SHiFT: An Efficient, Flexible Search Engine for Transfer Learning

This repository contains the artifacts (code and supplementary material) for the submission ``SHiFT: An Efficient, Flexible Search Engine for Transfer Learning''. The additional details for replicating the results can be accessed via https://github.com/DS3Lab/shift/blob/main/shift_supplementary.pdf.

Visit the docs for more details!

Overview

In a transfer learning scenario, an important task for data scientists is to find the best model for a new dataset. Users will have to train, evaluate and tune tons of models to pick the best one, which can be tedious, time-consuming and a waste of resources. To tackle this problem, we proposed SHiFT, with an envision for helping search machine learning models. With SHiFT, users are enabled to type in a structured query along with the dataset and a pool of models, and SHiFT returns the top-ranked models that match the query.

We apply several optimisations to SHiFT, including proxy classifiers, successive halving and incremental execution. With all these optimisations, we show that we can be 20 times faster than fine-tuning all the models in the pool.

Project Structure

SHiFT consists of the following main components:

• SHiFT-QL: SHiFT-QL is a query language specifically designed for searching machine learning models. Under client/shiftql/repl, we provide a REPL (Read Eval Print Loop) for SHiFT-QL. Users can type in a query and get the results. An example of SHiFT-QL is shown below:

SELECT * FROM Models
WHERE NumParams < 10M AND Input == 'Vision'
ORDER BY UpstreamAccuracy DESC LIMIT 1

• Scheduler: It manages the scheduling of the computing devices (including both GPUs and CPUs). Whenever a new request comes to the system, the scheduler checks whether there is a free device available. If there is, the scheduler asks the worker to execute this request on the free device. The source code for scheduler is under server/scheduler/.

• Worker: It executes the task on a given device. The source code for worker is under server/worker_general. Our worker supports four types of tasks:

  • Inference Task: An inference task is a task that is used to infer the output of a model. The input to the inference task is a single data point, and the inference task outputs the feature vector of the data point.
  • Classification Task: A classification task is a task that is used to classify the input data, based on the feature vector calculated by the inference task.
  • Task2Vec Task: A task2vec task is a task to transform the entire dataset into a single vector.
  • Fine-tune Task: A fine-tune task is a task that is used to fine-tune the model on the entire dataset.

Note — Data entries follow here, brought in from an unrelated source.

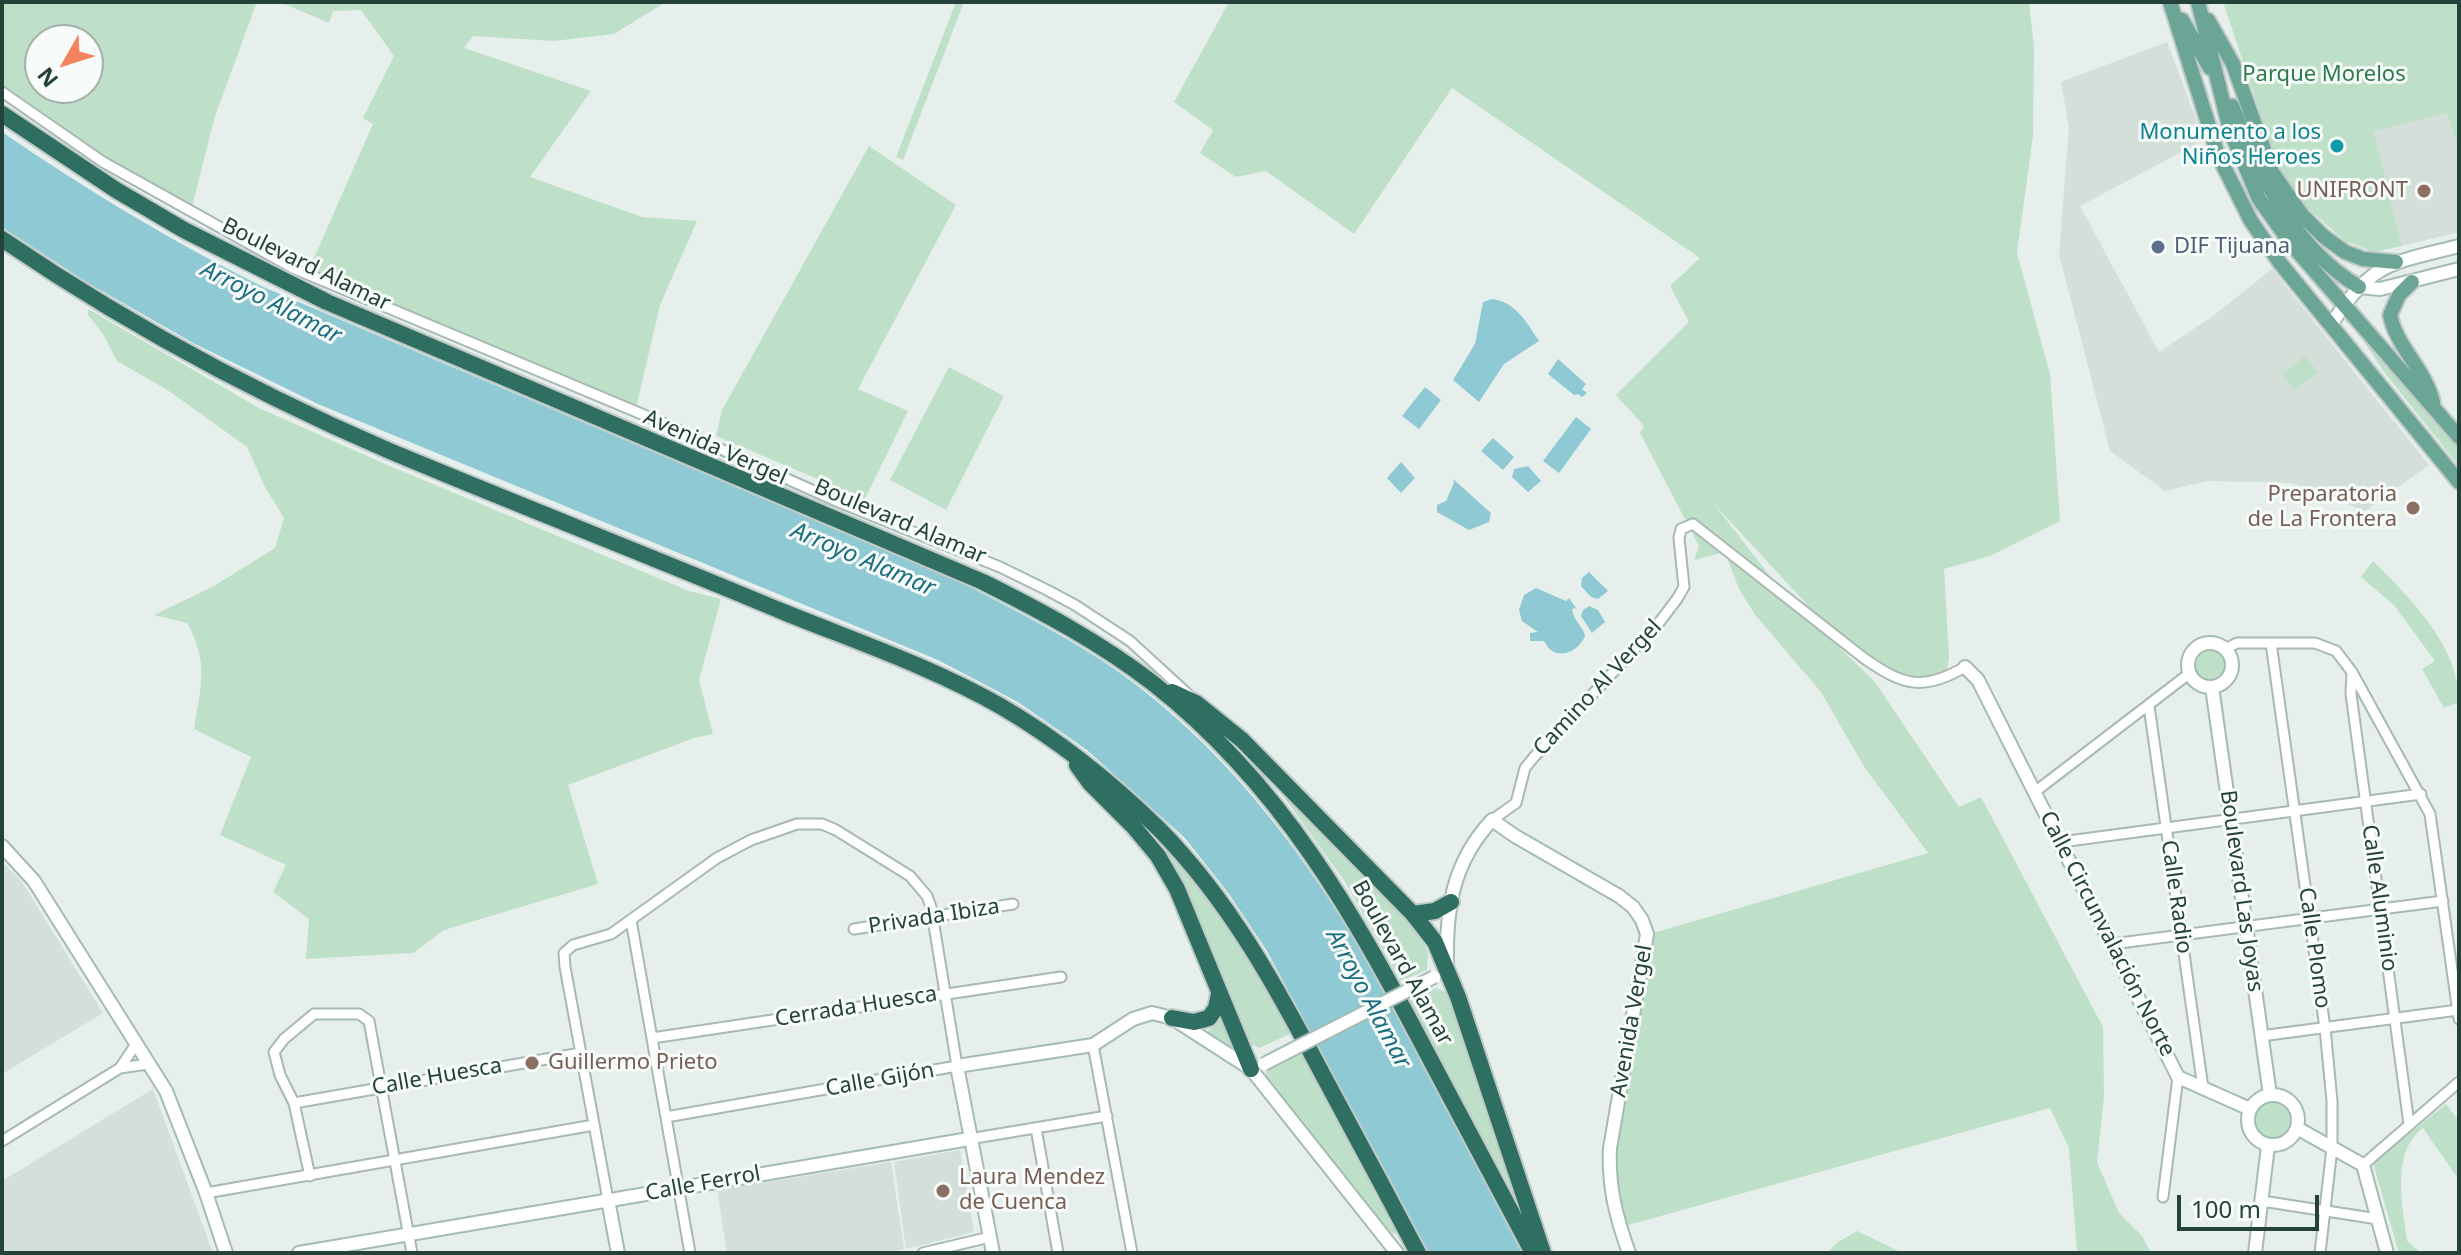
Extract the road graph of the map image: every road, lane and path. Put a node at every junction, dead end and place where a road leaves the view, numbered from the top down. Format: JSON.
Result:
{"nodes":[{"id":1,"x":2171,"y":2,"type":"edge"},
{"id":2,"x":2200,"y":6,"type":"edge"},
{"id":3,"x":2220,"y":85,"type":"junction"},
{"id":4,"x":2,"y":92,"type":"edge"},
{"id":5,"x":2,"y":114,"type":"edge"},
{"id":6,"x":2,"y":239,"type":"edge"},
{"id":7,"x":2459,"y":246,"type":"edge"},
{"id":8,"x":2396,"y":262,"type":"junction"},
{"id":9,"x":293,"y":268,"type":"junction"},
{"id":10,"x":2459,"y":269,"type":"edge"},
{"id":11,"x":2412,"y":282,"type":"junction"},
{"id":12,"x":2359,"y":287,"type":"junction"},
{"id":13,"x":327,"y":302,"type":"junction"},
{"id":14,"x":2344,"y":304,"type":"junction"},
{"id":15,"x":2331,"y":325,"type":"junction"},
{"id":16,"x":2434,"y":406,"type":"junction"},
{"id":17,"x":2459,"y":437,"type":"edge"},
{"id":18,"x":2459,"y":482,"type":"edge"},
{"id":19,"x":2271,"y":643,"type":"junction"},
{"id":20,"x":2225,"y":649,"type":"junction"},
{"id":21,"x":1965,"y":667,"type":"joint"},
{"id":22,"x":2352,"y":672,"type":"junction"},
{"id":23,"x":2190,"y":673,"type":"junction"},
{"id":24,"x":1154,"y":684,"type":"junction"},
{"id":25,"x":2212,"y":687,"type":"junction"},
{"id":26,"x":1196,"y":703,"type":"junction"},
{"id":27,"x":2149,"y":706,"type":"junction"},
{"id":28,"x":1065,"y":747,"type":"junction"},
{"id":29,"x":2036,"y":791,"type":"junction"},
{"id":30,"x":2421,"y":794,"type":"junction"},
{"id":31,"x":2366,"y":801,"type":"junction"},
{"id":32,"x":2295,"y":811,"type":"junction"},
{"id":33,"x":2230,"y":819,"type":"junction"},
{"id":34,"x":1492,"y":820,"type":"junction"},
{"id":35,"x":2166,"y":828,"type":"junction"},
{"id":36,"x":2061,"y":842,"type":"junction"},
{"id":37,"x":2,"y":846,"type":"edge"},
{"id":38,"x":2443,"y":901,"type":"junction"},
{"id":39,"x":1451,"y":902,"type":"junction"},
{"id":40,"x":1013,"y":904,"type":"dead end"},
{"id":41,"x":2380,"y":909,"type":"junction"},
{"id":42,"x":1413,"y":914,"type":"junction"},
{"id":43,"x":2309,"y":918,"type":"junction"},
{"id":44,"x":932,"y":919,"type":"junction"},
{"id":45,"x":631,"y":920,"type":"junction"},
{"id":46,"x":2246,"y":927,"type":"junction"},
{"id":47,"x":854,"y":929,"type":"dead end"},
{"id":48,"x":2182,"y":935,"type":"junction"},
{"id":49,"x":2112,"y":944,"type":"junction"},
{"id":50,"x":1440,"y":972,"type":"junction"},
{"id":51,"x":1061,"y":977,"type":"dead end"},
{"id":52,"x":944,"y":994,"type":"junction"},
{"id":53,"x":1219,"y":994,"type":"junction"},
{"id":54,"x":2458,"y":1014,"type":"edge"},
{"id":55,"x":1172,"y":1018,"type":"junction"},
{"id":56,"x":2395,"y":1019,"type":"junction"},
{"id":57,"x":2325,"y":1028,"type":"junction"},
{"id":58,"x":2261,"y":1036,"type":"junction"},
{"id":59,"x":652,"y":1038,"type":"junction"},
{"id":60,"x":136,"y":1044,"type":"junction"},
{"id":61,"x":1093,"y":1045,"type":"junction"},
{"id":62,"x":581,"y":1053,"type":"junction"},
{"id":63,"x":142,"y":1065,"type":"junction"},
{"id":64,"x":957,"y":1066,"type":"junction"},
{"id":65,"x":1257,"y":1067,"type":"junction"},
{"id":66,"x":120,"y":1068,"type":"junction"},
{"id":67,"x":2178,"y":1077,"type":"junction"},
{"id":68,"x":2459,"y":1082,"type":"edge"},
{"id":69,"x":381,"y":1086,"type":"junction"},
{"id":70,"x":2203,"y":1088,"type":"junction"},
{"id":71,"x":2270,"y":1095,"type":"junction"},
{"id":72,"x":294,"y":1103,"type":"junction"},
{"id":73,"x":2250,"y":1109,"type":"junction"},
{"id":74,"x":1107,"y":1116,"type":"junction"},
{"id":75,"x":666,"y":1117,"type":"junction"},
{"id":76,"x":2409,"y":1124,"type":"junction"},
{"id":77,"x":594,"y":1125,"type":"junction"},
{"id":78,"x":1036,"y":1128,"type":"junction"},
{"id":79,"x":2297,"y":1128,"type":"junction"},
{"id":80,"x":969,"y":1139,"type":"junction"},
{"id":81,"x":2,"y":1141,"type":"edge"},
{"id":82,"x":2268,"y":1146,"type":"junction"},
{"id":83,"x":2332,"y":1148,"type":"junction"},
{"id":84,"x":395,"y":1162,"type":"junction"},
{"id":85,"x":2363,"y":1165,"type":"junction"},
{"id":86,"x":310,"y":1176,"type":"junction"},
{"id":87,"x":679,"y":1188,"type":"junction"},
{"id":88,"x":206,"y":1193,"type":"junction"},
{"id":89,"x":2163,"y":1197,"type":"dead end"},
{"id":90,"x":608,"y":1200,"type":"junction"},
{"id":91,"x":2262,"y":1201,"type":"junction"},
{"id":92,"x":2325,"y":1211,"type":"junction"},
{"id":93,"x":2378,"y":1219,"type":"junction"},
{"id":94,"x":408,"y":1234,"type":"junction"},
{"id":95,"x":990,"y":1237,"type":"junction"},
{"id":96,"x":1538,"y":1248,"type":"edge"},
{"id":97,"x":226,"y":1253,"type":"edge"},
{"id":98,"x":299,"y":1253,"type":"edge"},
{"id":99,"x":412,"y":1253,"type":"edge"},
{"id":100,"x":618,"y":1253,"type":"edge"},
{"id":101,"x":690,"y":1253,"type":"edge"},
{"id":102,"x":923,"y":1253,"type":"edge"},
{"id":103,"x":993,"y":1253,"type":"edge"},
{"id":104,"x":1058,"y":1253,"type":"edge"},
{"id":105,"x":1132,"y":1253,"type":"edge"},
{"id":106,"x":1397,"y":1253,"type":"edge"},
{"id":107,"x":1418,"y":1253,"type":"edge"},
{"id":108,"x":1550,"y":1253,"type":"edge"},
{"id":109,"x":1629,"y":1253,"type":"edge"},
{"id":110,"x":2255,"y":1253,"type":"edge"},
{"id":111,"x":2320,"y":1253,"type":"edge"},
{"id":112,"x":2387,"y":1253,"type":"edge"}],
"edges":[{"from":1,"to":3,"type":"main road"},
{"from":1,"to":15,"type":"main road"},
{"from":2,"to":3,"type":"main road"},
{"from":2,"to":8,"type":"main road"},
{"from":3,"to":12,"type":"main road"},
{"from":3,"to":14,"type":"main road"},
{"from":4,"to":9,"type":"street"},
{"from":5,"to":13,"type":"highway","name":"Boulevard Alamar"},
{"from":6,"to":28,"type":"highway"},
{"from":7,"to":8,"type":"street"},
{"from":8,"to":12,"type":"street"},
{"from":9,"to":13,"type":"street"},
{"from":9,"to":26,"type":"street","name":"Avenida Vergel"},
{"from":10,"to":11,"type":"street"},
{"from":11,"to":12,"type":"street"},
{"from":11,"to":16,"type":"main road"},
{"from":12,"to":14,"type":"street"},
{"from":13,"to":24,"type":"highway","name":"Boulevard Alamar"},
{"from":14,"to":15,"type":"street"},
{"from":14,"to":16,"type":"main road"},
{"from":15,"to":18,"type":"main road"},
{"from":16,"to":17,"type":"main road"},
{"from":19,"to":20,"type":"street"},
{"from":19,"to":22,"type":"street"},
{"from":19,"to":32,"type":"street","name":"Calle Plomo"},
{"from":20,"to":23,"type":"street"},
{"from":20,"to":25,"type":"street"},
{"from":21,"to":29,"type":"street","name":"Calle Circunvalación Norte"},
{"from":21,"to":34,"type":"street","name":"Camino Al Vergel"},
{"from":22,"to":30,"type":"street"},
{"from":22,"to":31,"type":"street","name":"Calle Aluminio"},
{"from":23,"to":25,"type":"street"},
{"from":23,"to":27,"type":"street"},
{"from":24,"to":26,"type":"highway"},
{"from":24,"to":96,"type":"highway","name":"Boulevard Alamar"},
{"from":25,"to":33,"type":"street","name":"Boulevard Las Joyas"},
{"from":26,"to":42,"type":"highway"},
{"from":27,"to":29,"type":"street"},
{"from":27,"to":35,"type":"street","name":"Calle Radio"},
{"from":28,"to":53,"type":"highway"},
{"from":28,"to":107,"type":"highway"},
{"from":29,"to":36,"type":"street","name":"Calle Circunvalación Norte"},
{"from":30,"to":31,"type":"street"},
{"from":30,"to":38,"type":"street"},
{"from":31,"to":32,"type":"street"},
{"from":31,"to":41,"type":"street","name":"Calle Aluminio"},
{"from":32,"to":33,"type":"street"},
{"from":32,"to":43,"type":"street","name":"Calle Plomo"},
{"from":33,"to":35,"type":"street"},
{"from":33,"to":46,"type":"street","name":"Boulevard Las Joyas"},
{"from":34,"to":39,"type":"street","name":"Camino Al Vergel"},
{"from":34,"to":109,"type":"street","name":"Avenida Vergel"},
{"from":35,"to":36,"type":"street"},
{"from":35,"to":48,"type":"street","name":"Calle Radio"},
{"from":36,"to":49,"type":"street","name":"Calle Circunvalación Norte"},
{"from":37,"to":60,"type":"street"},
{"from":38,"to":41,"type":"street"},
{"from":38,"to":54,"type":"street"},
{"from":39,"to":42,"type":"highway"},
{"from":39,"to":50,"type":"street","name":"Camino Al Vergel"},
{"from":40,"to":44,"type":"street","name":"Privada Ibiza"},
{"from":41,"to":43,"type":"street"},
{"from":41,"to":56,"type":"street","name":"Calle Aluminio"},
{"from":42,"to":50,"type":"highway"},
{"from":43,"to":46,"type":"street"},
{"from":43,"to":57,"type":"street","name":"Calle Plomo"},
{"from":44,"to":45,"type":"street"},
{"from":44,"to":47,"type":"street","name":"Privada Ibiza"},
{"from":44,"to":52,"type":"street"},
{"from":45,"to":59,"type":"street"},
{"from":45,"to":62,"type":"street"},
{"from":46,"to":48,"type":"street"},
{"from":46,"to":58,"type":"street","name":"Boulevard Las Joyas"},
{"from":48,"to":49,"type":"street"},
{"from":48,"to":70,"type":"street","name":"Calle Radio"},
{"from":49,"to":67,"type":"street","name":"Calle Circunvalación Norte"},
{"from":50,"to":65,"type":"street","bridge":true},
{"from":50,"to":96,"type":"highway"},
{"from":51,"to":52,"type":"street","name":"Cerrada Huesca"},
{"from":52,"to":59,"type":"street","name":"Cerrada Huesca"},
{"from":52,"to":64,"type":"street"},
{"from":53,"to":55,"type":"highway"},
{"from":53,"to":65,"type":"highway"},
{"from":54,"to":56,"type":"street"},
{"from":55,"to":61,"type":"street"},
{"from":55,"to":65,"type":"street"},
{"from":56,"to":57,"type":"street"},
{"from":56,"to":76,"type":"street","name":"Calle Aluminio"},
{"from":57,"to":58,"type":"street"},
{"from":57,"to":83,"type":"street","name":"Calle Plomo"},
{"from":58,"to":71,"type":"street","name":"Boulevard Las Joyas"},
{"from":59,"to":75,"type":"street"},
{"from":60,"to":63,"type":"street"},
{"from":60,"to":66,"type":"street"},
{"from":61,"to":64,"type":"street","name":"Calle Gijón"},
{"from":61,"to":74,"type":"street"},
{"from":62,"to":69,"type":"street","name":"Calle Huesca"},
{"from":62,"to":77,"type":"street"},
{"from":63,"to":66,"type":"street"},
{"from":63,"to":88,"type":"street"},
{"from":64,"to":75,"type":"street","name":"Calle Gijón"},
{"from":64,"to":80,"type":"street"},
{"from":65,"to":106,"type":"street"},
{"from":66,"to":81,"type":"street"},
{"from":67,"to":70,"type":"street"},
{"from":67,"to":89,"type":"street"},
{"from":68,"to":76,"type":"street"},
{"from":69,"to":72,"type":"street","name":"Calle Huesca"},
{"from":69,"to":72,"type":"street"},
{"from":69,"to":84,"type":"street"},
{"from":70,"to":73,"type":"street"},
{"from":71,"to":73,"type":"street"},
{"from":71,"to":79,"type":"street"},
{"from":72,"to":86,"type":"street"},
{"from":73,"to":82,"type":"street"},
{"from":74,"to":78,"type":"street","name":"Calle Ferrol"},
{"from":74,"to":105,"type":"street"},
{"from":75,"to":87,"type":"street"},
{"from":76,"to":85,"type":"street"},
{"from":77,"to":84,"type":"street"},
{"from":77,"to":90,"type":"street"},
{"from":78,"to":80,"type":"street","name":"Calle Ferrol"},
{"from":78,"to":104,"type":"street"},
{"from":79,"to":82,"type":"street"},
{"from":79,"to":83,"type":"street"},
{"from":80,"to":87,"type":"street","name":"Calle Ferrol"},
{"from":80,"to":95,"type":"street"},
{"from":82,"to":91,"type":"street"},
{"from":83,"to":85,"type":"street"},
{"from":83,"to":92,"type":"street","name":"Calle Plomo"},
{"from":84,"to":86,"type":"street"},
{"from":84,"to":94,"type":"street"},
{"from":85,"to":93,"type":"street"},
{"from":86,"to":88,"type":"street"},
{"from":87,"to":90,"type":"street","name":"Calle Ferrol"},
{"from":87,"to":101,"type":"street"},
{"from":88,"to":97,"type":"street"},
{"from":90,"to":94,"type":"street","name":"Calle Ferrol"},
{"from":90,"to":100,"type":"street"},
{"from":91,"to":92,"type":"street"},
{"from":91,"to":110,"type":"street"},
{"from":92,"to":93,"type":"street"},
{"from":92,"to":111,"type":"street","name":"Calle Plomo"},
{"from":93,"to":112,"type":"street"},
{"from":94,"to":98,"type":"street","name":"Calle Ferrol"},
{"from":94,"to":99,"type":"street"},
{"from":95,"to":102,"type":"street"},
{"from":95,"to":103,"type":"street"},
{"from":96,"to":108,"type":"street"}]}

• RESTful API: SHiFT is organised in a client-server structure. The RESTful provides access to all functionalities of SHiFT, including querying models, checking job status, and so on. The source code for RESTful API is under server/rest/.

• Task Queues: The scheduler and worker form a producer/consumer model: the scheduler produces the tasks and the worker consumes the tasks. These two components communicated with each other by a task queue. The source code for the task queue is under server/common/db_tools/queues.

• Database Utilities: All operations related to database accesses are under server/common/db_tools/.

• Successive Halving Simulator: We have implemented a simulator for running successive halving with some parameters, including the chunk size, budget, cost of models, etc. The simulator can be found at client/simulator/.

• Fine-tune Accuracies for Benchmark Module: We provide the fine-tune accuracies on VTAB tasks and HuggingFace transformers, which can be found here.

How a SHiFT-QL Statement is Processed

• Parse: The SHiFT-QL statement is first parsed into a query tree at the client-side, which is similar to the query tree in database systems.

• Query Composition: The client then transforms the parsed query tree into an HTTP request, which is sent to the server afterwards. The server then starts to process the query.

• Evaluation: Once the server receives the query, it starts to evaluate the performance of the candidate models. There might be two cases for the evaluation:

  • The accuracies or some other performance metrics for some models have already been calculated and are stored. If all results are known, SHiFT returns the results immediately.
  • The accuracies or some other performance metrics for some models have not been calculated before. In this case, SHiFT will start to lazily evaluate the performance of the candidate models and goes to the next step.

• Task Processing: SHiFT then starts to process the remaining unknown tasks. A task in SHiFT includes three parts: a model, a training dataset and a testing dataset. SHiFT creates three jobs correspondingly:

  • An inference task for the training dataset.
  • An inference task for the testing dataset.
  • A classification task predicting the labels of the testing dataset.